- _REQUIRED ACTION_: In the listing below, how many lines hold the string "수원천로"? Reply with the number and nothing else.

- _PROVIDED RECORDS_:
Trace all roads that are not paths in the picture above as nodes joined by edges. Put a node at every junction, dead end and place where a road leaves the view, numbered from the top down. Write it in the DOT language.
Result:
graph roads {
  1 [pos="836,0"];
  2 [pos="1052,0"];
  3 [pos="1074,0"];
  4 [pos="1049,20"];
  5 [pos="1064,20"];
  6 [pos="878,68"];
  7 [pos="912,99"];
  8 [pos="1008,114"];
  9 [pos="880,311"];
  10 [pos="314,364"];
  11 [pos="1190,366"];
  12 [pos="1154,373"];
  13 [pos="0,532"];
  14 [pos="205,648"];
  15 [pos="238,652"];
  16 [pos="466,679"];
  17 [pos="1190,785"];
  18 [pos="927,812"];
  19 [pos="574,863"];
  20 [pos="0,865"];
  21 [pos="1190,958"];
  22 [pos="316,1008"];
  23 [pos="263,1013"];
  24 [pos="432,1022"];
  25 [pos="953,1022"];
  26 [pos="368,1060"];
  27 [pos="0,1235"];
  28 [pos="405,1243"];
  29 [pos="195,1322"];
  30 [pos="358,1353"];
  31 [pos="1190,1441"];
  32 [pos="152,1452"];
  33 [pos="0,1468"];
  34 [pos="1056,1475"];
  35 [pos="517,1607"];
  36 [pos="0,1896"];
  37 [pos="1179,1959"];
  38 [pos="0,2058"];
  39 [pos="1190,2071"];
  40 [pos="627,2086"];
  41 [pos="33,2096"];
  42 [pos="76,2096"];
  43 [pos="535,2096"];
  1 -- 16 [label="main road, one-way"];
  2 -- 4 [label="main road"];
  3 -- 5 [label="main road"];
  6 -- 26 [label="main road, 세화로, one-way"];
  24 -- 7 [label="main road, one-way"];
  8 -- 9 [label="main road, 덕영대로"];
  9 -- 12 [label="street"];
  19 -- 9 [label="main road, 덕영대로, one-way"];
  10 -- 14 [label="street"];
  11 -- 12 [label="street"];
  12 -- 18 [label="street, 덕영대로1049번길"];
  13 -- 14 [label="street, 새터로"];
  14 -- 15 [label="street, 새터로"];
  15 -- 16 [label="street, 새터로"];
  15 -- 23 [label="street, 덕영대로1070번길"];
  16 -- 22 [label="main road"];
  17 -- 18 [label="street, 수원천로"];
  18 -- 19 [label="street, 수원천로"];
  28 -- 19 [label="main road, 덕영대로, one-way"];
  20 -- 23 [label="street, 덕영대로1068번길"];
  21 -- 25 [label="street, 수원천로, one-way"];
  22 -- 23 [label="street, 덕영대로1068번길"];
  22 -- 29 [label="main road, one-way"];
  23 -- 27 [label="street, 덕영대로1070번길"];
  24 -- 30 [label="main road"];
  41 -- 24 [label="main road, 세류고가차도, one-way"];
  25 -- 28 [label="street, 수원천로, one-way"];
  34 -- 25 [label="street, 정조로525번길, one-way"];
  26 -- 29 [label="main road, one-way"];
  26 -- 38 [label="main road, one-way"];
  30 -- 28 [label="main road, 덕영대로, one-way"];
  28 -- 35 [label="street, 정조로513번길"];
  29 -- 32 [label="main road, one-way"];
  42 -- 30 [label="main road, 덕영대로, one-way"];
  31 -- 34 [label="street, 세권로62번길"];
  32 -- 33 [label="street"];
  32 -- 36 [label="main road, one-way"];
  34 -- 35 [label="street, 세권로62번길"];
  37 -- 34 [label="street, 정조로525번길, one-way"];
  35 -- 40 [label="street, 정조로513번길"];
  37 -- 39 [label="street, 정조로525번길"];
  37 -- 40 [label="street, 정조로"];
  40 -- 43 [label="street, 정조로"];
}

- _WRITTEN ANSWER_: 4